O arcebispo de Daejeon, na Coreia do Sul, disse hoje no Vaticano que uma visita do Papa a Pyongyang representaria um “passo gigantesco” para a pacificação da península.

“Eu acredito que a Coreia do Norte está pronta a abrir-se, a ser um novo país, a renunciar às armas nucleares”, disse D. Lázaro You Heung-sik, em conferência de imprensa.

O responsável participa no Sínodo dos Bispos que decorre no Vaticano, até 28 de Outubro.

A Santa Sé anunciou um encontro entre o Papa Francisco e o presidente da Coreia do Sul, Moon Jae-in, marcado para 18 de outubro, um dia depois da celebração, no Vaticano, de uma Missa pela paz na Península.

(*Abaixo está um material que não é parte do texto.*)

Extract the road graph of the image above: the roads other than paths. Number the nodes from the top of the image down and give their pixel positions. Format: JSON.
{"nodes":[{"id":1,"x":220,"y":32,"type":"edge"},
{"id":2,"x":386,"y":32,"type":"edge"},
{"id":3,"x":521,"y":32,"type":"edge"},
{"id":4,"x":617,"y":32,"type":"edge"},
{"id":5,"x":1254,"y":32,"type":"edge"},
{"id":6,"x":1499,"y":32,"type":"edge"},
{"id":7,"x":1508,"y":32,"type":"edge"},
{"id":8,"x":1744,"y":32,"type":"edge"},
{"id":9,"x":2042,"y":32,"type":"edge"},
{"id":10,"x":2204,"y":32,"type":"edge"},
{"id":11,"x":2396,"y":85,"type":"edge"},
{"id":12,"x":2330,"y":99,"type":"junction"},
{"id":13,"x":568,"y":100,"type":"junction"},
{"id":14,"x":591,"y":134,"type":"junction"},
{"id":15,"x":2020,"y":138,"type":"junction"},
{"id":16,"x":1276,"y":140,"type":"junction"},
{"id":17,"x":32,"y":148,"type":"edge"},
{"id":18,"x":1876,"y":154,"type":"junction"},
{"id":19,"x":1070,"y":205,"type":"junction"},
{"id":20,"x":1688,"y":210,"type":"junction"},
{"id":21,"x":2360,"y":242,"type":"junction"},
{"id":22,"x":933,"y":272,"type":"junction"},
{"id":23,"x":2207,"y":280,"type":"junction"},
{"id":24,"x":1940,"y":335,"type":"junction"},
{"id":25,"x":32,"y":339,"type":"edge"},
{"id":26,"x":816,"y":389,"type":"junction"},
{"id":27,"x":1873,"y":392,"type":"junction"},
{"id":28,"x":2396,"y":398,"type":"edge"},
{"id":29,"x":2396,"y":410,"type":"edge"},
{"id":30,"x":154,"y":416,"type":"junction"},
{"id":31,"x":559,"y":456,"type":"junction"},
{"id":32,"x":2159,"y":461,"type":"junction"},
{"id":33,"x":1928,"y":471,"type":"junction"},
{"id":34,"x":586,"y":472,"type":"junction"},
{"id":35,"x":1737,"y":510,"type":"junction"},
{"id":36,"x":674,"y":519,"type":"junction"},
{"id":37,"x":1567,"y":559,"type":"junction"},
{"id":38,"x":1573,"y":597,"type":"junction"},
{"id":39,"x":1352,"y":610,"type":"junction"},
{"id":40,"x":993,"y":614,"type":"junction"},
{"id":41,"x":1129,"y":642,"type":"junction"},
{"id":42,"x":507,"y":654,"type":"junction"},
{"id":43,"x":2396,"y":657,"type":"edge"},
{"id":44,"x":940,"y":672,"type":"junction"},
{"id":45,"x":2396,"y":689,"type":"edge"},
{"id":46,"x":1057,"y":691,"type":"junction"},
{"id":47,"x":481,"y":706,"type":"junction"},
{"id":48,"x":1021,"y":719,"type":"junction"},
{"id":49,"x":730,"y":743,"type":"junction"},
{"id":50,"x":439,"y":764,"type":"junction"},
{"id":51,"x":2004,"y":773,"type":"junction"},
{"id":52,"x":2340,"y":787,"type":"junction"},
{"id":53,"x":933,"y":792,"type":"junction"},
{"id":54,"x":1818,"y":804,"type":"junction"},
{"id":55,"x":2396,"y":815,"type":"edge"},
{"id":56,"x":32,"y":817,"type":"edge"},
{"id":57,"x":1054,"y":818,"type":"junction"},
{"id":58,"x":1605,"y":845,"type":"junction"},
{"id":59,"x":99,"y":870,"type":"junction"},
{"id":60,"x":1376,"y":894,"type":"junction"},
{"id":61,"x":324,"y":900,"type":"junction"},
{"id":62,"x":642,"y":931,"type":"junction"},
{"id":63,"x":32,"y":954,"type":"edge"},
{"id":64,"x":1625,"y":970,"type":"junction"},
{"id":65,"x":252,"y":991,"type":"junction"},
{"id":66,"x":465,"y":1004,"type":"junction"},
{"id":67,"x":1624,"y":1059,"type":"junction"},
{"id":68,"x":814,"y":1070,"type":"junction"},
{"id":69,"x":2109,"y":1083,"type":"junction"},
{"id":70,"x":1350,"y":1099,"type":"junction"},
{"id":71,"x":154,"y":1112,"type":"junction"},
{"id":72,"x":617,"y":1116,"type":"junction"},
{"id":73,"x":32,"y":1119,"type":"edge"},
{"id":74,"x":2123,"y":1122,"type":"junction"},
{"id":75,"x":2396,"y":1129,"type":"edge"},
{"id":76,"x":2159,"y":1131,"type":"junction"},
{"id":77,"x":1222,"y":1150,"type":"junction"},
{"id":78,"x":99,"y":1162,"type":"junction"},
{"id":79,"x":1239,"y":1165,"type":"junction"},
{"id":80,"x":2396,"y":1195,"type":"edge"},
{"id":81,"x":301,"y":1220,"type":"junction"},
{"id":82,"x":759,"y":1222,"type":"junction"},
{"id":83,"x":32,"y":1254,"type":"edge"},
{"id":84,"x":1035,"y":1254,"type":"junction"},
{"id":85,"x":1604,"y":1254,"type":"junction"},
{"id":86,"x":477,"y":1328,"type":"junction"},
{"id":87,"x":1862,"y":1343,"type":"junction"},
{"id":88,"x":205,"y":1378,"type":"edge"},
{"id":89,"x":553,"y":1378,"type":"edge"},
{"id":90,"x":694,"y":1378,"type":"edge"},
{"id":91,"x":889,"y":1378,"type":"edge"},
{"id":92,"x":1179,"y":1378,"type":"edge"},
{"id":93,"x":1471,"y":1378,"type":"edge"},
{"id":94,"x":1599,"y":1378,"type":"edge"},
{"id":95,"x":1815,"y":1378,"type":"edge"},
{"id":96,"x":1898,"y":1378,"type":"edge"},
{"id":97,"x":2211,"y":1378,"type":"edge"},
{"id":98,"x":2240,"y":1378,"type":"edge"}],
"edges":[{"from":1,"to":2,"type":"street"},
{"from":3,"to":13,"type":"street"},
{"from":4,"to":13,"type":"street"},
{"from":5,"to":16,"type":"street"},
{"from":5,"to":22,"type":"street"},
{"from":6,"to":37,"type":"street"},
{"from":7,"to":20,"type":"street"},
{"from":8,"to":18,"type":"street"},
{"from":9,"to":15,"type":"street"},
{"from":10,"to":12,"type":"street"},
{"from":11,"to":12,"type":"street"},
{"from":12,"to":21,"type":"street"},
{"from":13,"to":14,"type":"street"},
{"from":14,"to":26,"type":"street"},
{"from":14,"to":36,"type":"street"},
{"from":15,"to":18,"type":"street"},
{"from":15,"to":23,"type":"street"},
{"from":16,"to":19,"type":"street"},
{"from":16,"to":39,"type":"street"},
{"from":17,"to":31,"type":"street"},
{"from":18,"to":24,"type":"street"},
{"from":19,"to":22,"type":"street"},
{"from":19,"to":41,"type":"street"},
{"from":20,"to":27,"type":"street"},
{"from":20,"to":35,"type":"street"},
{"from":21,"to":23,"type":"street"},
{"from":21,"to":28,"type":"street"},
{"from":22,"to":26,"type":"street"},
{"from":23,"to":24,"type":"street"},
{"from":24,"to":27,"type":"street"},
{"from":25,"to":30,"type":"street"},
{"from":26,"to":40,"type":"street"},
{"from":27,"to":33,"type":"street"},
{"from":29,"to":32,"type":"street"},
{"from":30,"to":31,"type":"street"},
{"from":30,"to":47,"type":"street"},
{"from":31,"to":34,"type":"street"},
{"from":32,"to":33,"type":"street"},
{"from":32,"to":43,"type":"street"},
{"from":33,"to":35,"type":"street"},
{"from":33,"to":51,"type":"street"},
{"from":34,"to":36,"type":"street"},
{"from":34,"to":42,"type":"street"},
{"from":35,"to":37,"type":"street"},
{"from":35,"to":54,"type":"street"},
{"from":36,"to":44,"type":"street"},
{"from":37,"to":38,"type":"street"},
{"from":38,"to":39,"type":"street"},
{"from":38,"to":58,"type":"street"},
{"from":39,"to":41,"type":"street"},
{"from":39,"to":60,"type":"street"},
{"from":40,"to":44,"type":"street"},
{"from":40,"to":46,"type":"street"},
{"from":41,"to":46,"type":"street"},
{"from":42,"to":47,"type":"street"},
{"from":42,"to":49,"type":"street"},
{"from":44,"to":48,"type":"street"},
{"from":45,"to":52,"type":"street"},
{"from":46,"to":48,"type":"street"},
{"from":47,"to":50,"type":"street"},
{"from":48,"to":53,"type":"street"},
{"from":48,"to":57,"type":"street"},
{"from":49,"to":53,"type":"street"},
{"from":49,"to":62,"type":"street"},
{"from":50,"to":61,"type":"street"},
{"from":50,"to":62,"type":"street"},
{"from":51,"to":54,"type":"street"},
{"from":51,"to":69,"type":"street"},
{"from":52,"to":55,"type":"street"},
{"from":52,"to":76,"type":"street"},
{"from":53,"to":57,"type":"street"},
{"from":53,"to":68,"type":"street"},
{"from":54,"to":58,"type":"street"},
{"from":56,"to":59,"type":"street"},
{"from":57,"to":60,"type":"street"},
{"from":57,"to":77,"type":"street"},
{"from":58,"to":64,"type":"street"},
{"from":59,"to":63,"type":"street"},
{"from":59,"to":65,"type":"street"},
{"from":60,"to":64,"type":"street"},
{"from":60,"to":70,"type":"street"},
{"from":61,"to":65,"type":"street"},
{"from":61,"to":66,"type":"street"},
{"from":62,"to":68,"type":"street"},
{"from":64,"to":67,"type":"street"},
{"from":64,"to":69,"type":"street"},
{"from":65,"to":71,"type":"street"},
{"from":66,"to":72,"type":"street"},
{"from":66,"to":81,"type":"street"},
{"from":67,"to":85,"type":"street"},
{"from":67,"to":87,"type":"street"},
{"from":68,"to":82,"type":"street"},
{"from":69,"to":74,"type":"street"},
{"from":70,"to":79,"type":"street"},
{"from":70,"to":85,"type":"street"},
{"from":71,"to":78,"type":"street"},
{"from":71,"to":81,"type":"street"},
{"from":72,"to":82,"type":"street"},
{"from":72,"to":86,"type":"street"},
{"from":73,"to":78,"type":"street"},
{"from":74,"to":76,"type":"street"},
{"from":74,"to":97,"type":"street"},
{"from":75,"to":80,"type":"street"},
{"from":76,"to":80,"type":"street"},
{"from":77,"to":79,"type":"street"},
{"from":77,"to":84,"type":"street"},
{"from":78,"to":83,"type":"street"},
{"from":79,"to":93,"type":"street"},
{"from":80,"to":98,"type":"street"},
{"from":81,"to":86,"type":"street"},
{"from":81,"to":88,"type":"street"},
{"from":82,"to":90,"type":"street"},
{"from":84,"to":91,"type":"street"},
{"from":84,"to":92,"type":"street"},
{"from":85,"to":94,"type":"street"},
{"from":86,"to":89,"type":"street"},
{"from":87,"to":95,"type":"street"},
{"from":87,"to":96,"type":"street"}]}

O chefe de Estado sul-coreano vai levar uma mensagem do líder da Coreia do Norte, Kim Jong-un, que convida o Papa a visitar Pyongyang.

“Seria muito bom que o Papa fosse a Pyongyang, mas há muitos passos a dar”, adverte D. Lázaro You Heung-sik.

Para o arcebispo de Daejeon, “algumas coisas têm de mudar” na Coreia do Norte, inclusive na questão da “liberdade religiosa”.

“Se o Papa for lá será um passo gigantesco, um salto qualitativo para que a Península Coreana seja pacífica e a Coreia do Norte entre na comunidade internacional, como um país normal”, precisou.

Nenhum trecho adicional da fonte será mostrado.